Author Of 1 Presentation
P0169 - The association between spontaneous MxA mRNA level and disease activity in multiple sclerosis (ID 1732)
Abstract
Background
Myxovirus resistance protein A (MxA) is one of the proteins upregulated by interferon-beta. MxA mRNA level is often used in clinical practice to determine bioactivity of interferon-beta treatment in patients with relapsing-remitting multiple sclerosis (RRMS). Lack of bioactivity is often due to the development of neutralizing antibodies against the drug. In 2010, we reported the association between spontaneous MxA mRNA level and clinical disease activity in multiple sclerosis (MS). Low levels of spontaneous MxA mRNA level were associated with contrast enhancing lesions (CELs) on baseline MRI, clinical relapses and a shorter time to first relapse. In the current study we assessed the long term data in the same cohort for the association between spontaneous MxA mRNA levels and clinical disease activity and disability.
Objectives
To investigate the association between spontaneous myxovirus resistance protein A (MxA) mRNA levels and disease activity in MS patients over a longer follow-up period.
Methods
Spontaneous MxA mRNA levels were determined in a previously described cohort of 116 patients diagnosed with a clinically isolated syndrome (CIS) or with a recent diagnosis of RRMS, and related to clinical scores (Expanded Disability Status Scale (EDSS), timed-25-foot walk (T25FW), 9-hole-peg test (9HPT)), and MS type over a long follow-up. MRI-imaging was performed at baseline and during follow-up to assess the development of new T2-lesions and CELs.
Results
116 patients where included in the analyses. 74 (63.8%) were female. At baseline, 67 patients (57.8%) were diagnosed with RRMS and 49 (42.2%) with a CIS. Median follow-up duration was 10.76 years (IQR 69.52-148.50 months).

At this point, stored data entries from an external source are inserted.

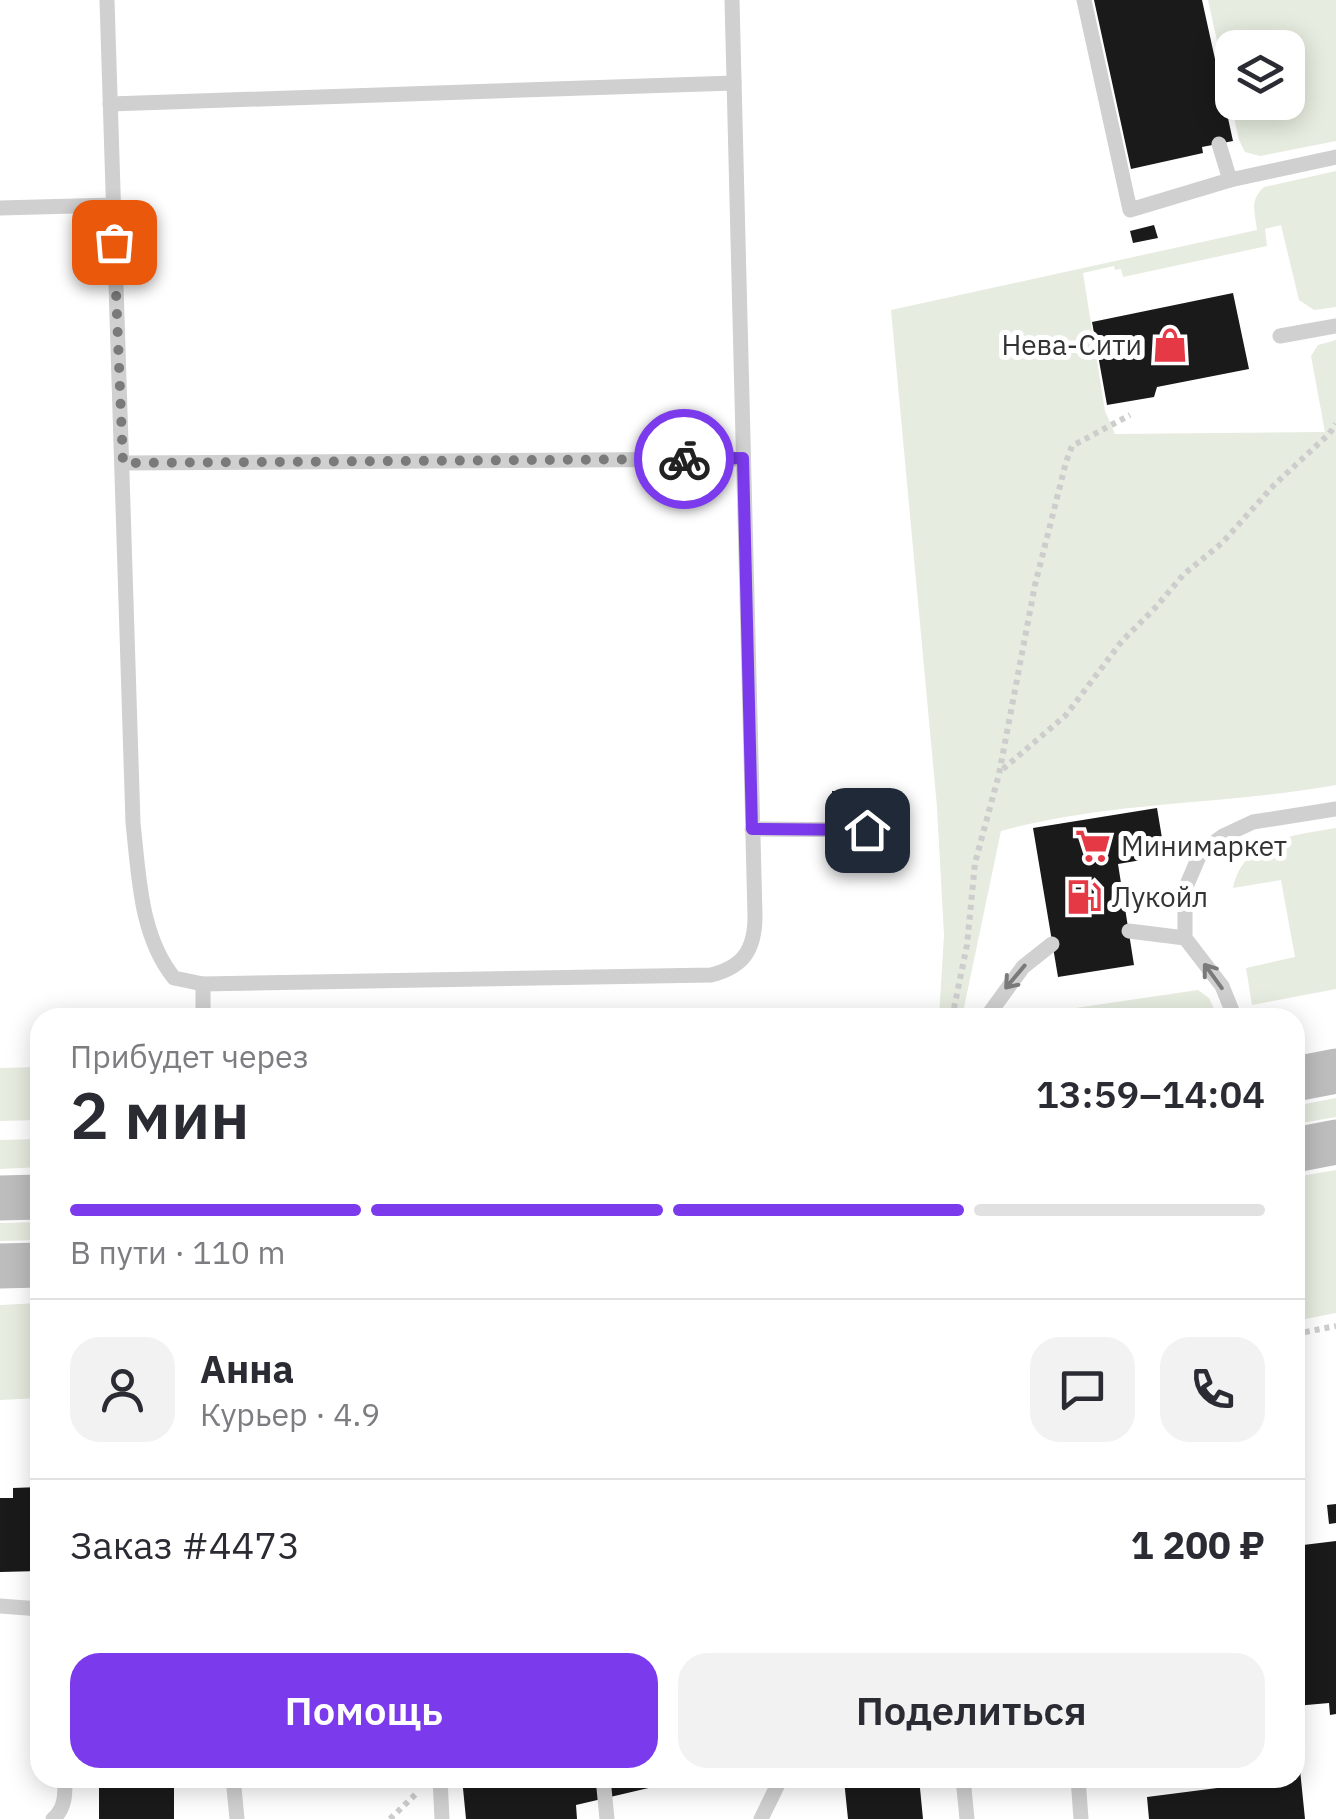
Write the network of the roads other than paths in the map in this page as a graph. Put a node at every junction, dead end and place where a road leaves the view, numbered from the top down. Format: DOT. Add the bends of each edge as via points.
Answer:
graph roads {
  1 [pos="107,0"];
  2 [pos="732,0"];
  3 [pos="1084,0"];
  4 [pos="734,83"];
  5 [pos="110,104"];
  6 [pos="1218,144"];
  7 [pos="1336,157"];
  8 [pos="1230,180"];
  9 [pos="113,205"];
  10 [pos="0,208"];
  11 [pos="1336,326"];
  12 [pos="1280,336"];
  13 [pos="743,458"];
  14 [pos="123,463"];
  15 [pos="1336,808"];
  16 [pos="752,829"];
  17 [pos="867,830"];
  18 [pos="1129,931"];
  19 [pos="1185,938"];
  20 [pos="1052,944"];
  21 [pos="203,984"];
  22 [pos="203,1008"];
  23 [pos="993,1008"];
  24 [pos="1231,1008"];
  25 [pos="1336,1071"];
  26 [pos="1305,1077"];
  27 [pos="1336,1142"];
  28 [pos="1305,1148"];
  29 [pos="30,1197"];
  30 [pos="0,1198"];
  31 [pos="30,1264"];
  32 [pos="0,1266"];
  33 [pos="0,1606"];
  34 [pos="30,1608"];
  35 [pos="65,1788"];
  36 [pos="235,1788"];
  37 [pos="440,1788"];
  38 [pos="604,1788"];
  39 [pos="776,1788"];
  40 [pos="964,1788"];
  41 [pos="1079,1788"];
  42 [pos="53,1819"];
  43 [pos="237,1819"];
  44 [pos="442,1819"];
  45 [pos="607,1819"];
  46 [pos="761,1819"];
  47 [pos="967,1819"];
  48 [pos="1081,1819"];
  1 -- 5 [label="lane"];
  2 -- 4 [label="lane"];
  3 -- 8 [label="lane" via="1130,210"];
  4 -- 5 [label="lane"];
  4 -- 13 [label="lane"];
  5 -- 9 [label="lane"];
  6 -- 8 [label="lane"];
  7 -- 8 [label="lane"];
  9 -- 10 [label="lane"];
  9 -- 14 [label="lane"];
  11 -- 12 [label="lane"];
  13 -- 14 [label="lane"];
  13 -- 16 [label="lane"];
  14 -- 21 [label="lane" via="140,889 157,957 174,978"];
  15 -- 19 [label="lane" via="1253,822 1201,852 1185,889"];
  16 -- 17 [label="lane"];
  16 -- 21 [label="lane" via="756,937 746,958 730,970"];
  18 -- 19 [label="lane"];
  24 -- 19 [label="lane, one-way"];
  20 -- 23 [label="lane, one-way" via="1023,967"];
  21 -- 22 [label="lane"];
  25 -- 26 [label="street"];
  27 -- 28 [label="street"];
  29 -- 30 [label="street"];
  31 -- 32 [label="street"];
  33 -- 34 [label="lane"];
  35 -- 42 [label="lane"];
  36 -- 43 [label="lane"];
  37 -- 44 [label="lane"];
  38 -- 45 [label="lane"];
  39 -- 46 [label="lane"];
  40 -- 47 [label="lane"];
  41 -- 48 [label="lane"];
}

Median EDSS at follow-up was 3.0. Spontaneous MxA mRNA level was not associated with EDSS, T25FW and 9HPT, and MS subtype at follow-up. 89.7% of patients ever experienced MRI-activity during follow-up. Low spontaneous MxA mRNA levels were associated with the occurrence of more T2-lesions on MRI imaging during follow-up in patients with a small number of T2-lesions (<9 lesions) on baseline MRI (B=-1.595, p=0.029).
Conclusions
Baseline spontaneous MxA mRNA level is associated with the development of new T2-lesions on MRI during long-term follow-up and, if confirmed in other populations, has a potential value as a predictive biomarker for long-term inflammatory disease activity in MS.